La lunga impresa di d'Annunzio a Fiume, inizialmente caldeggiata dal Grande Oriente d''Italia anche tramite Giacomo Treves, fondatore della loggia “Oberdan” di Trieste e fiduciario di Domizio Torrigiani, fu ora osteggiata e ora corteggiata dal presidente del Consiglio Francesco Saverio Nitti. Venne chiusa dal suo successore, Giovanni Giolitti, con i colloqui italo-jugoslavi di Pallanza e di Spa e con il trattato di Rapallo del 12 novembre 1920, che costituì Fiume in Corpus Separatum, territorialmente collegato con il regno d'Italia.
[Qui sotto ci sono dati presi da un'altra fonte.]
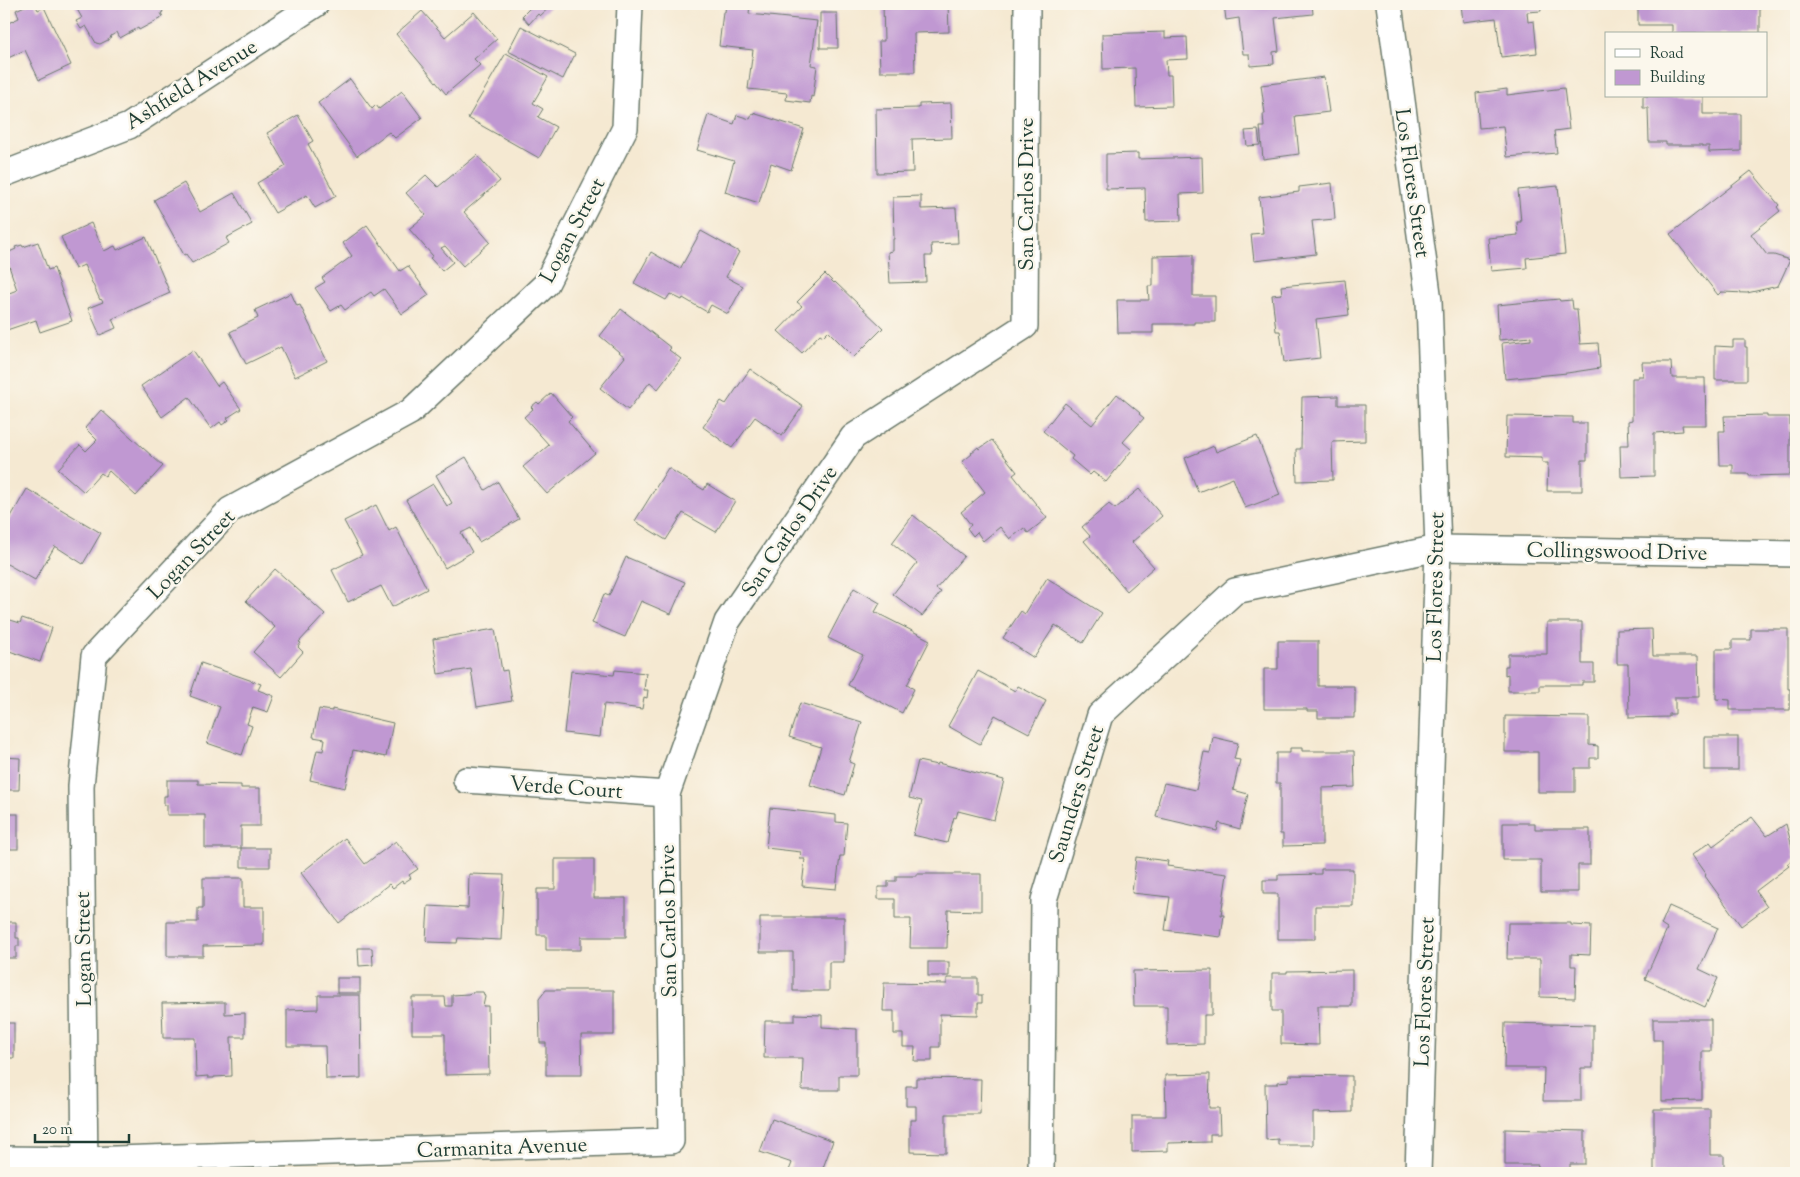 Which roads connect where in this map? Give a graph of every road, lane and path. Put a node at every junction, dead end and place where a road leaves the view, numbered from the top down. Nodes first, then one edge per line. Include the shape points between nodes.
1 (316, 4) edge
2 (630, 4) edge
3 (1027, 4) edge
4 (1389, 4) edge
5 (4, 174) edge
6 (1438, 548) junction
7 (1796, 554) edge
8 (466, 780) dead end
9 (667, 794) junction
10 (671, 1141) joint
11 (4, 1159) edge
12 (85, 1167) edge
13 (1041, 1173) edge
14 (1418, 1173) edge

1 - 5 street, Ashfield Avenue via 129,126
2 - 12 street, Logan Street via 625,128 546,284 410,412 230,510 94,656 81,786
3 - 9 street, San Carlos Drive via 1025,326 853,437 727,622
4 - 6 street, Los Flores Street via 1429,302
6 - 7 street, Collingswood Drive
6 - 13 street, Saunders Street via 1235,591 1100,715 1044,900
6 - 14 street, Los Flores Street
8 - 9 street, Verde Court
9 - 10 street, San Carlos Drive
10 - 12 street, Carmanita Avenue
11 - 12 street, Carmanita Avenue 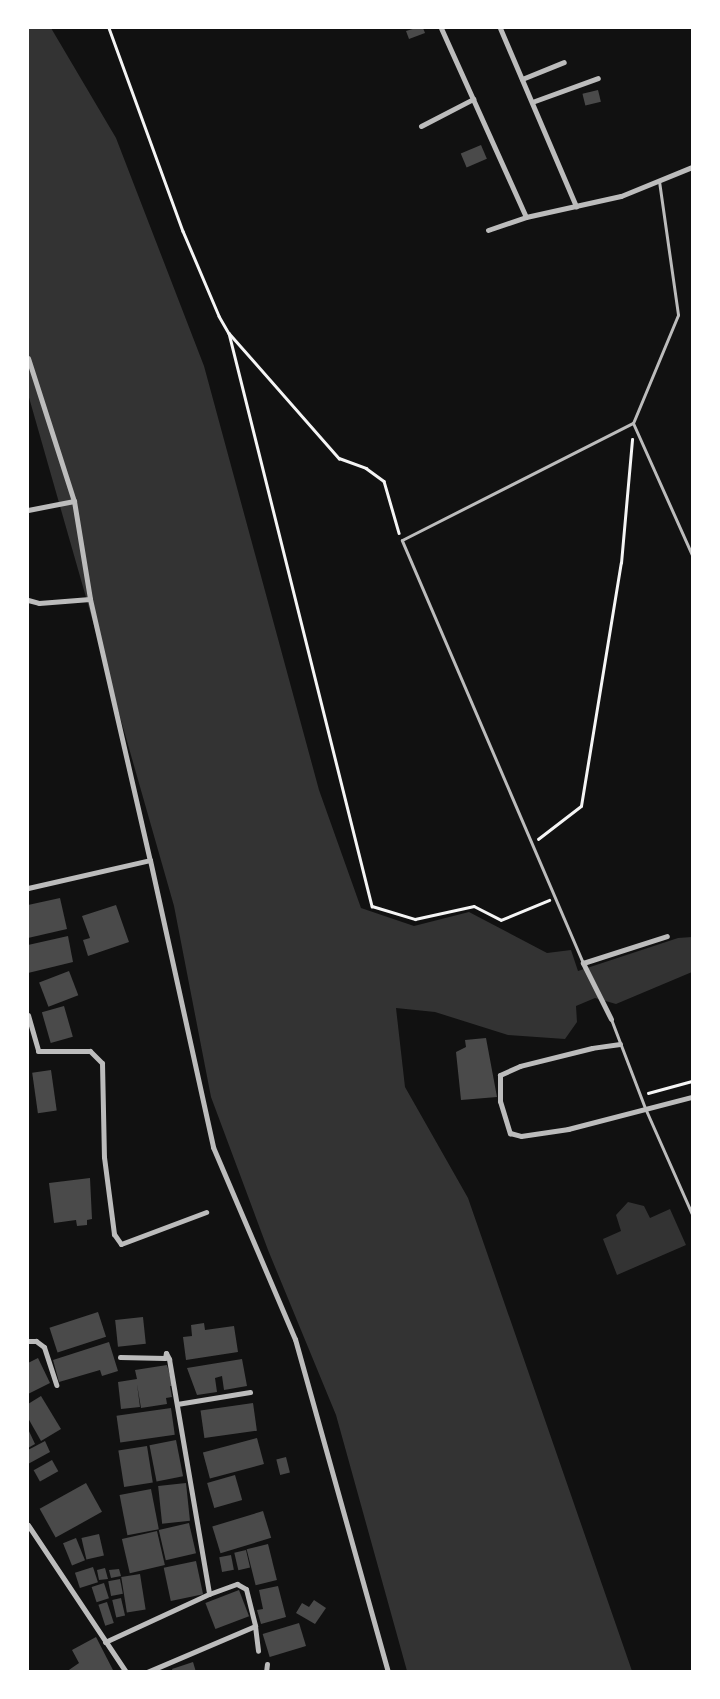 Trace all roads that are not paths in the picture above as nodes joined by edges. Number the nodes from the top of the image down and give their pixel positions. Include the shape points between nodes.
1 (441, 28) edge
2 (500, 28) edge
3 (564, 62) dead end
4 (598, 78) dead end
5 (522, 79) junction
6 (473, 99) junction
7 (532, 102) junction
8 (421, 126) dead end
9 (692, 167) edge
10 (659, 181) junction
11 (576, 206) junction
12 (526, 217) junction
13 (488, 230) dead end
14 (28, 358) edge
15 (633, 423) junction
16 (74, 501) junction
17 (28, 510) edge
18 (692, 555) edge
19 (90, 599) junction
20 (28, 600) edge
21 (150, 860) junction
22 (28, 888) edge
23 (667, 936) dead end
24 (583, 963) junction
25 (28, 1015) edge
26 (611, 1019) joint
27 (620, 1044) junction
28 (692, 1097) edge
29 (645, 1108) junction
30 (206, 1212) dead end
31 (692, 1214) edge
32 (28, 1341) edge
33 (120, 1357) dead end
34 (56, 1385) dead end
35 (250, 1392) dead end
36 (177, 1404) junction
37 (28, 1525) edge
38 (209, 1594) junction
39 (255, 1626) junction
40 (105, 1642) junction
41 (258, 1651) dead end
42 (267, 1664) dead end
43 (126, 1672) edge
44 (147, 1672) edge
45 (266, 1672) edge
46 (388, 1672) edge

1 - 6 street
2 - 5 street
3 - 5 street
4 - 7 street
5 - 7 street
6 - 8 street
6 - 12 street
7 - 11 street
9 - 10 street
10 - 11 street via 621,196
10 - 15 lane via 678,316
11 - 12 street
12 - 13 street
14 - 16 street
15 - 18 lane
15 - 24 lane via 402,540
16 - 17 street
16 - 19 street
19 - 20 street via 40,603
19 - 21 street
21 - 22 street
21 - 46 street via 213,1146 295,1339
23 - 24 street
24 - 26 street
25 - 30 street via 38,1051 90,1051 102,1063 104,1157 114,1234 121,1244
26 - 27 lane
27 - 29 lane
27 - 29 street via 509,1068 500,1074 500,1101 510,1133 521,1136 542,1134
28 - 29 street
29 - 31 lane
32 - 34 street via 36,1341 44,1347
33 - 36 street via 165,1358 166,1353
35 - 36 street
36 - 38 street
37 - 40 street
38 - 39 street via 237,1584 246,1589
38 - 40 street
39 - 41 street
39 - 44 street
40 - 43 street
42 - 45 street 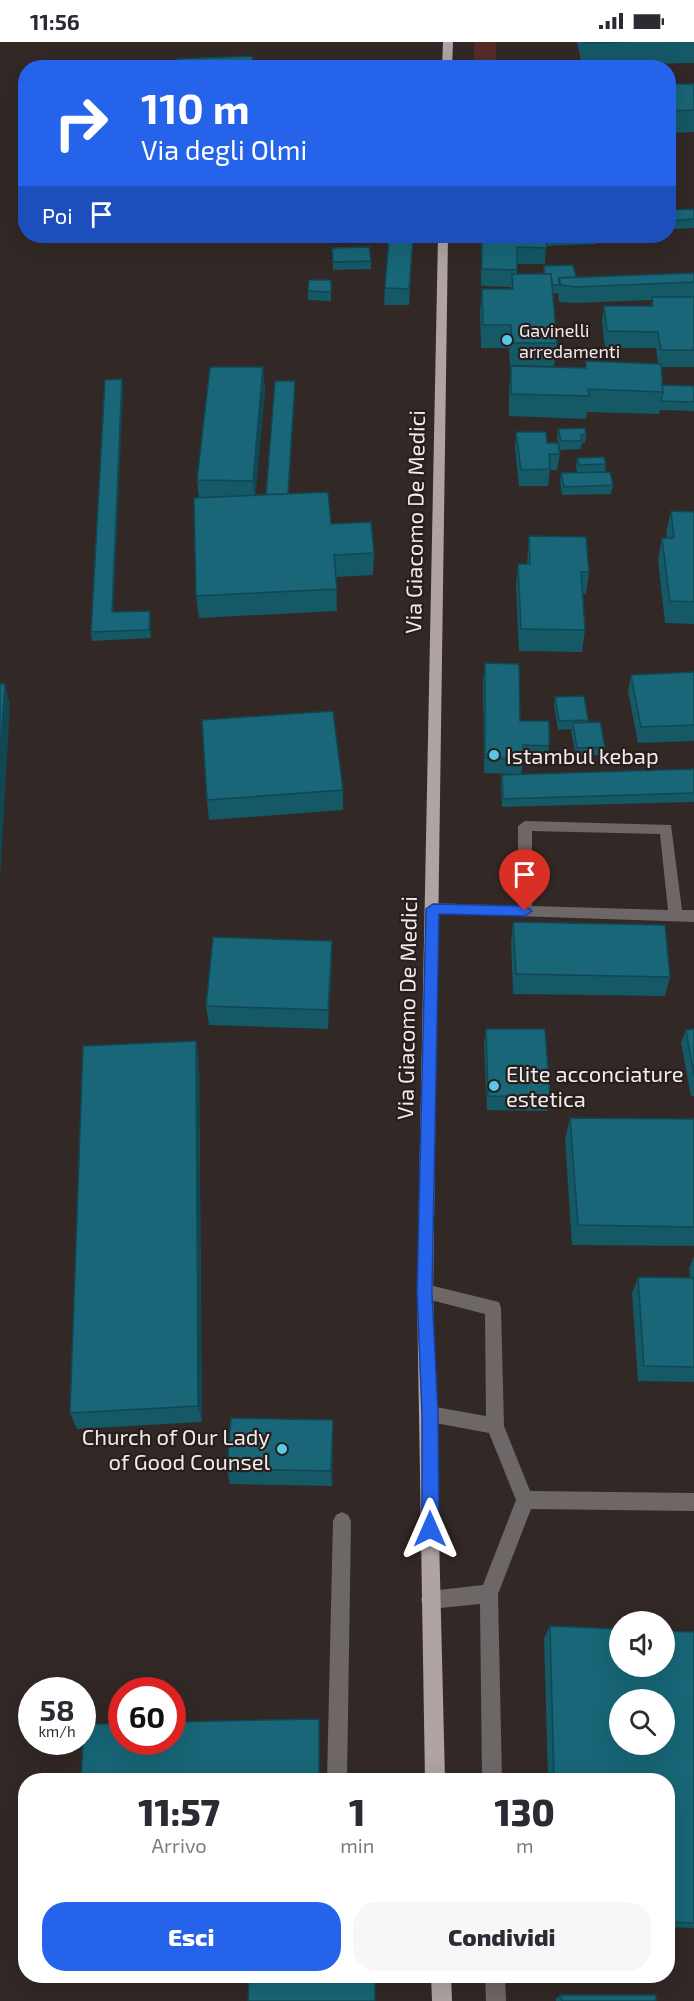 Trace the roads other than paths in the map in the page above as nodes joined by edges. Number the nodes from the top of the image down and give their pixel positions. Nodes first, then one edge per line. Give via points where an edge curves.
1 (448, 42) edge
2 (447, 60) edge
3 (443, 243) edge
4 (433, 909) junction
5 (525, 911) junction
6 (676, 916) junction
7 (694, 916) edge
8 (425, 1292) junction
9 (430, 1414) junction
10 (495, 1426) junction
11 (525, 1500) junction
12 (694, 1502) edge
13 (342, 1521) dead end
14 (489, 1594) junction
15 (430, 1600) junction
16 (337, 1773) edge
17 (435, 1773) edge
18 (492, 1773) edge
19 (441, 1983) edge
20 (495, 1983) edge
21 (442, 2001) edge
22 (496, 2001) edge

1 - 2 main road
3 - 4 main road, Via Giacomo De Medici
4 - 5 street
4 - 8 main road, Via Giacomo De Medici
5 - 6 street
5 - 6 street via 525,826 666,829
6 - 7 street
8 - 9 main road, Via Giacomo De Medici
8 - 10 street via 493,1308
9 - 10 street
9 - 15 main road, Via Giacomo De Medici
10 - 11 street
11 - 12 street
11 - 14 street
13 - 16 street
14 - 15 street
14 - 18 street
15 - 17 main road, Via Giacomo De Medici
19 - 21 main road
20 - 22 street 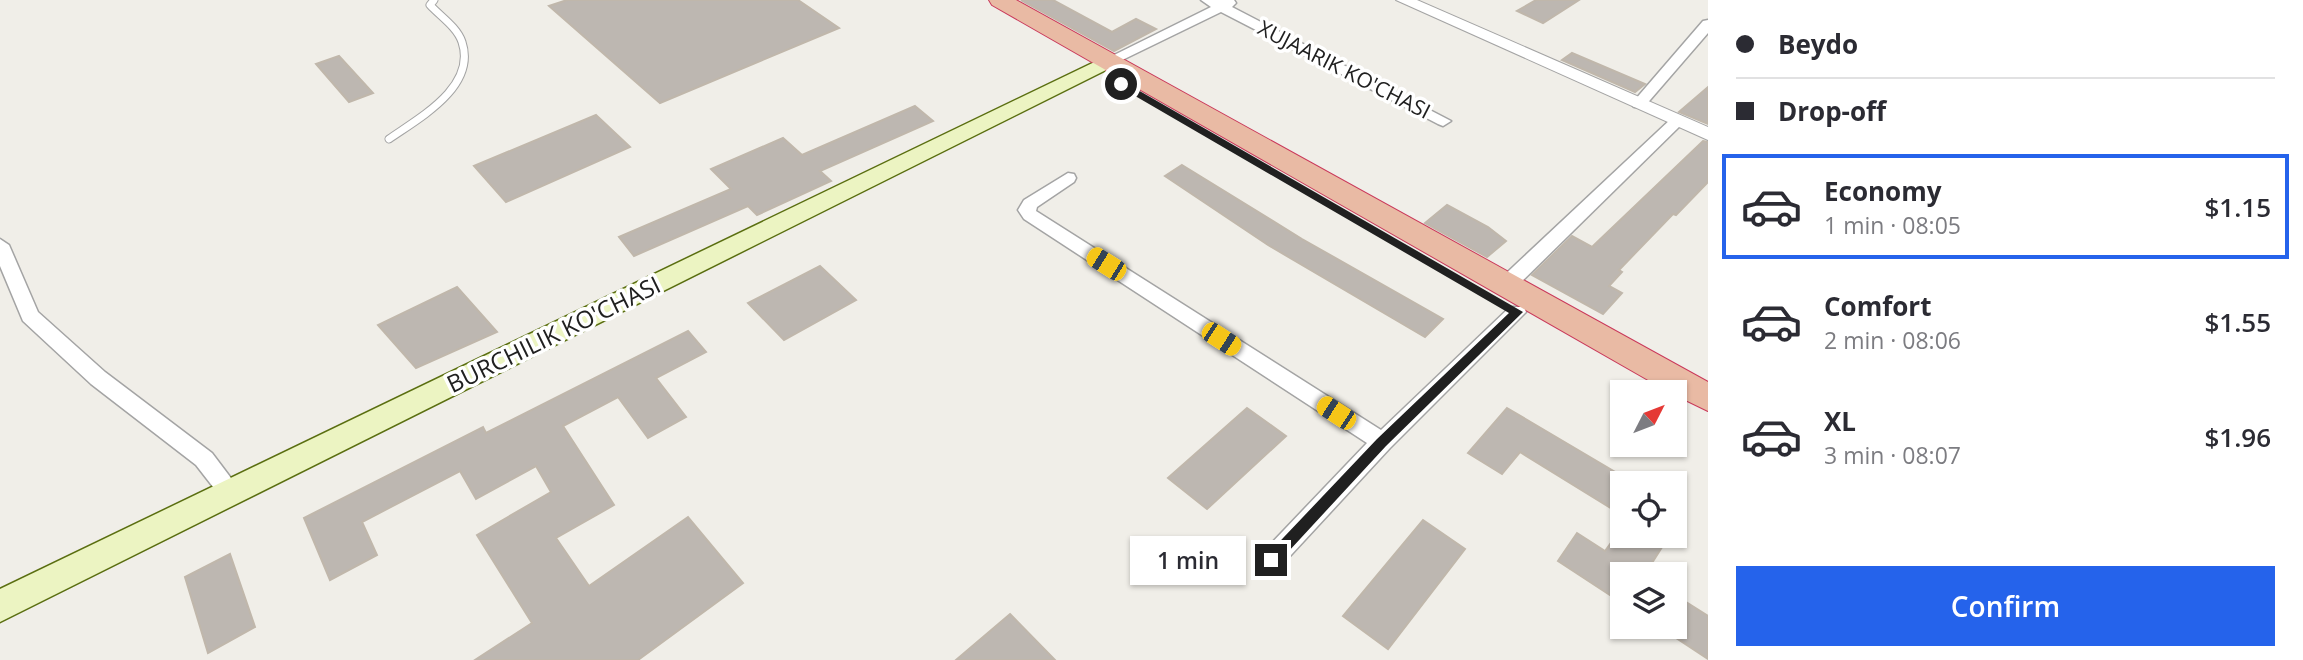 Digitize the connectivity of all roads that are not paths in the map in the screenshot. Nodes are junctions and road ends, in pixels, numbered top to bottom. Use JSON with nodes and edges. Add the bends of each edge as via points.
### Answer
{"nodes":[{"id":1,"x":434,"y":0,"type":"edge"},
{"id":2,"x":976,"y":0,"type":"edge"},
{"id":3,"x":1000,"y":0,"type":"edge"},
{"id":4,"x":1404,"y":0,"type":"edge"},
{"id":5,"x":1221,"y":2,"type":"edge"},
{"id":6,"x":1708,"y":24,"type":"edge"},
{"id":7,"x":1100,"y":65,"type":"junction"},
{"id":8,"x":1639,"y":104,"type":"junction"},
{"id":9,"x":1443,"y":121,"type":"dead end"},
{"id":10,"x":1677,"y":121,"type":"junction"},
{"id":11,"x":1708,"y":134,"type":"edge"},
{"id":12,"x":389,"y":139,"type":"dead end"},
{"id":13,"x":1068,"y":178,"type":"dead end"},
{"id":14,"x":0,"y":245,"type":"edge"},
{"id":15,"x":1504,"y":286,"type":"junction"},
{"id":16,"x":1517,"y":312,"type":"junction"},
{"id":17,"x":1639,"y":380,"type":"edge"},
{"id":18,"x":1708,"y":398,"type":"edge"},
{"id":19,"x":1687,"y":407,"type":"edge"},
{"id":20,"x":1708,"y":419,"type":"edge"},
{"id":21,"x":1382,"y":442,"type":"junction"},
{"id":22,"x":232,"y":494,"type":"junction"},
{"id":23,"x":1271,"y":560,"type":"dead end"},
{"id":24,"x":0,"y":606,"type":"edge"}],
"edges":[{"from":1,"to":12,"type":"lane","via":[[430,5],[462,40],[463,72],[448,95]]},
{"from":2,"to":7,"type":"highway"},
{"from":3,"to":7,"type":"highway"},
{"from":4,"to":8,"type":"street"},
{"from":5,"to":7,"type":"street"},
{"from":5,"to":9,"type":"street","name":"XUJAARIK KO'CHASI"},
{"from":6,"to":8,"type":"street"},
{"from":7,"to":15,"type":"highway"},
{"from":7,"to":16,"type":"highway"},
{"from":7,"to":22,"type":"main road","name":"BURCHILIK KO'CHASI"},
{"from":8,"to":10,"type":"street"},
{"from":10,"to":11,"type":"street"},
{"from":10,"to":15,"type":"street"},
{"from":13,"to":21,"type":"street","via":[[1030,204],[1030,215]]},
{"from":14,"to":22,"type":"street","via":[[30,316],[98,377],[204,459]]},
{"from":15,"to":18,"type":"highway"},
{"from":16,"to":17,"type":"highway"},
{"from":16,"to":21,"type":"street"},
{"from":19,"to":20,"type":"highway"},
{"from":21,"to":23,"type":"street"},
{"from":22,"to":24,"type":"main road","name":"BURCHILIK KO'CHASI"}]}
L'8 settembre 1920 “Ariel” d'Annunzio aveva intanto proclamato la Reggenza di Fiume, forte della Carta del Carnaro, frutto dei molti “fraterni” suggerimenti di Alceste De Ambris: una forzatura destinata a risolversi tragicamente, con la proclamazione dello stato di guerra (21 dicembre), il governo provvisorio dell'altalenante Antonio Grossich, il cannoneggiamento del Palazzo della Reggenza, la partenza del Vate e la vittoria dell'“autonomista” Riccardo Zanetta alle elezioni comunali del 21 aprile 1921.
Le turbolente elezioni politiche del maggio 1921, quasi immediatamente seguite dalle dimissioni di Giolitti a cospetto di una Camera politicamente caotica, riaprirono la partita sulla sorte di Fiume sino al colpo di mano di fascisti, legionari e repubblicani (3 marzo 1922), la rinuncia di Giovanni Giuriati a presiedere un comitato di difesa nazionale, la convenzione di Santa Margherita (23 ottobre 1922: canto del cigno del governo Facta, come documentato da GianPaolo Ferraioli) e, in un quadro completamente diverso, il Patto di Roma che il 27 gennaio 1924 assegnò Fiume all'Italia e Porto Baross alla Jugoslavia.

La tragedia del 1945
Quel caos prolungato giovò poco a Fiume, che nel 1931 contava appena 3.000 abitanti in più rispetto al 1910. Alla sua effettiva ripresa concorse la riapertura ai traffici con l'Europa centrale, dettata dalla ritrovata armonia tra la geografia, la politica e la cultura.
Tra i suoi maggiori interpreti fu Riccardo Gigante, podestà, senatore, prefetto della provincia di Fiume dal 21 settembre al 29 ottobre 1943, proditoriamente sequestrato dall'Ozna (terroristi comunisti) e assassinato il 4 maggio 1945: una delle tante, troppe nefandezze perpetrate dal IX corpus di Tito, avanzante con il beneplacito degli inglesi e tardivamente fermato dagli Stati Uniti d'America.

Chi contempli dall'alto la tersa avvincente costa liburnica vede un tratto di quella che Dante Alighieri definì l'“aiola che ci fa tanto feroci” e bene comprende che per l'Italia odierna, economicamente fragile, priva di coerente governo politico, sull'orlo di un conflitto istituzionale senza precedenti e dagli sbocchi imprevedibili, l'unica garanzia di progresso è la Pax Europea, contro fatui nazionalismi, salti all'indietro, il ritorno alla “guerra per bande” e al conflitto tra Stati, tutti comunque superatissimi e impotenti dinnanzi alle vere sfide del Terzo Millennio.
Solo in quel contesto potranno essere definitivamente ricucite le “lingue tagliate” e risorgeranno liberamente gli “italiani dimenticati”, meritoriamente studiati e riproposti in opere pionieristiche da Giulio Vignoli, Giuseppe Parlato e da Luciano Monzali, finalista del Premio Acqui Storia che, su iniziativa del suo presidente, Alessandra Terzolo, propone ad Acqui il Giorno del Ricordo (10 febbraio, dalle 10 alle 17) su “d'Annunzio, uomo dai mille volti” e su “Fiume attraverso secoli di occupazioni” con interventi di Marco Cimmino e di Ruggero Bradicich.

Per non dimenticare e per far memoria, ma a tutto tondo.